Solve (3/280)^(-2): Negative Exponent with Complex Fraction

Q: Why does each number in the denominator get its own negative exponent?

Because of the power of a product rule: $ (abc)^n = a^n \times b^n \times c^n $. When you have multiple factors being raised to a power, each factor gets that power individually.

Q: What's the difference between negative and positive exponents here?

The sign of the exponent doesn't change how you distribute it! Whether it's $ (5 \times 8 \times 7)^2 $ or $ (5 \times 8 \times 7)^{-2} $, you still distribute to get $ 5^{-2} \times 8^{-2} \times 7^{-2} $.

Q: Can I simplify this expression further?

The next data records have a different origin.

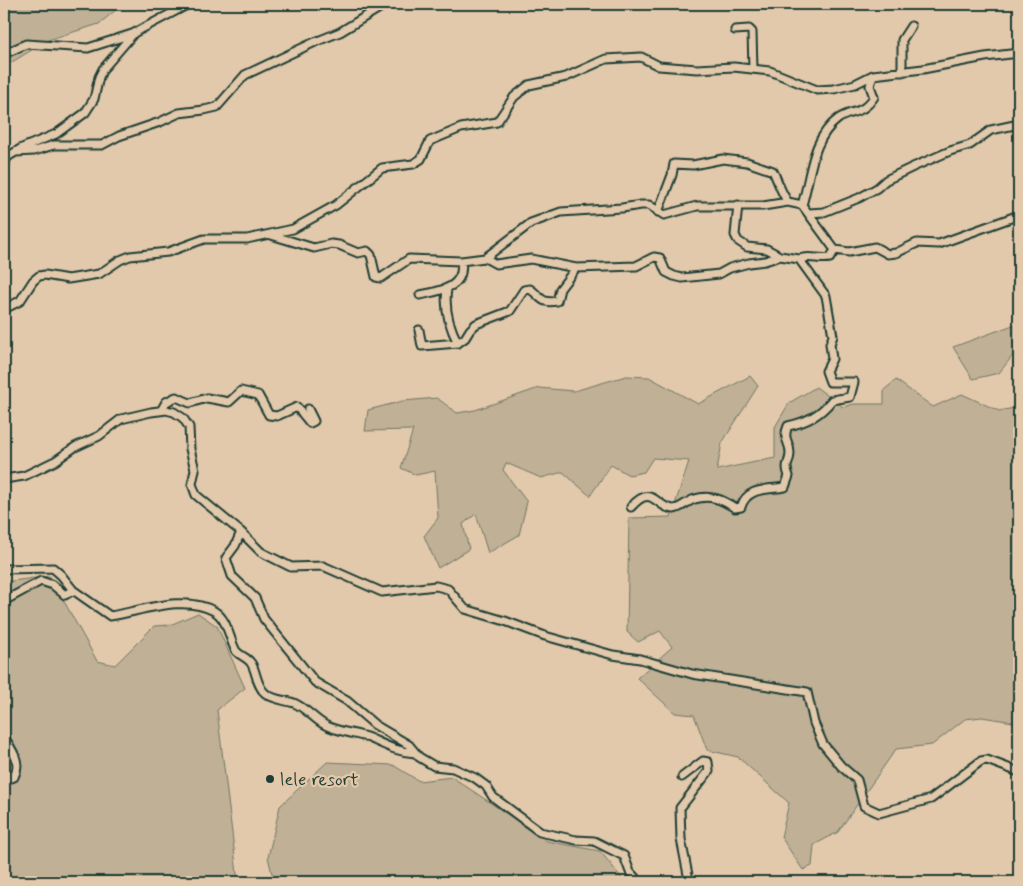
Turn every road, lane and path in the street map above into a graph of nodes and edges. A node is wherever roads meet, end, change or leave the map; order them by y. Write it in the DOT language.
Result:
graph roads {
  1 [pos="189,4"];
  2 [pos="386,4"];
  3 [pos="911,26"];
  4 [pos="734,30"];
  5 [pos="134,33"];
  6 [pos="1019,53"];
  7 [pos="4,54"];
  8 [pos="753,69"];
  9 [pos="902,72"];
  10 [pos="873,75"];
  11 [pos="1019,124"];
  12 [pos="16,152"];
  13 [pos="4,169"];
  14 [pos="788,202"];
  15 [pos="738,205"];
  16 [pos="802,205"];
  17 [pos="658,212"];
  18 [pos="809,212"];
  19 [pos="1019,216"];
  20 [pos="271,234"];
  21 [pos="835,250"];
  22 [pos="780,256"];
  23 [pos="484,258"];
  24 [pos="799,259"];
  25 [pos="461,261"];
  26 [pos="576,268"];
  27 [pos="447,289"];
  28 [pos="420,295"];
  29 [pos="4,309"];
  30 [pos="418,330"];
  31 [pos="458,343"];
  32 [pos="308,409"];
  33 [pos="168,410"];
  34 [pos="4,479"];
  35 [pos="631,507"];
  36 [pos="241,532"];
  37 [pos="4,569"];
  38 [pos="73,590"];
  39 [pos="263,600"];
  40 [pos="4,602"];
  41 [pos="258,608"];
  42 [pos="4,737"];
  43 [pos="415,754"];
  44 [pos="1019,772"];
  45 [pos="4,774"];
  46 [pos="682,777"];
  47 [pos="639,882"];
  48 [pos="693,882"];
  1 -- 5 [label="street"];
  2 -- 12 [label="street"];
  3 -- 9 [label="street"];
  4 -- 8 [label="street"];
  5 -- 7 [label="street"];
  5 -- 12 [label="street"];
  6 -- 9 [label="street"];
  8 -- 10 [label="street"];
  8 -- 20 [label="street"];
  9 -- 10 [label="street"];
  10 -- 16 [label="street"];
  11 -- 18 [label="street"];
  12 -- 13 [label="street"];
  14 -- 15 [label="street"];
  14 -- 16 [label="street"];
  14 -- 17 [label="street"];
  15 -- 17 [label="street"];
  15 -- 22 [label="street"];
  16 -- 18 [label="street"];
  17 -- 23 [label="street"];
  18 -- 21 [label="street"];
  19 -- 21 [label="street"];
  20 -- 25 [label="street"];
  20 -- 29 [label="street"];
  21 -- 24 [label="street"];
  22 -- 24 [label="street"];
  22 -- 26 [label="street"];
  23 -- 25 [label="street"];
  23 -- 26 [label="street"];
  24 -- 35 [label="street"];
  25 -- 27 [label="street"];
  26 -- 31 [label="street"];
  27 -- 28 [label="street"];
  27 -- 31 [label="street"];
  30 -- 31 [label="street"];
  32 -- 33 [label="street"];
  33 -- 34 [label="street"];
  33 -- 36 [label="street"];
  36 -- 41 [label="street"];
  36 -- 44 [label="street"];
  37 -- 38 [label="street"];
  38 -- 40 [label="street"];
  38 -- 43 [label="street"];
  39 -- 41 [label="street"];
  41 -- 43 [label="street"];
  42 -- 45 [label="street"];
  43 -- 47 [label="street"];
  46 -- 48 [label="street"];
}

Yes! You could use the negative exponent rule $ a^{-n} = \frac{1}{a^n} $ to rewrite it as $ \frac{1}{3^2} \times \frac{(5 \times 8 \times 7)^2}{1} $, but the given form is the correct answer for this question.

Q: Why isn't the numerator 3² instead of 3⁻²?

Because we're applying the original negative exponent to the entire fraction! The numerator 3 gets the same -2 exponent as the denominator. Only flipping the fraction would change $ 3^{-2} $ to $ 3^2 $.

Q: What if I forget to distribute the exponent to all factors?

You'll get an incomplete expression! Always remember: when a product is raised to a power, every single factor in that product gets that same power. Don't leave any factor behind!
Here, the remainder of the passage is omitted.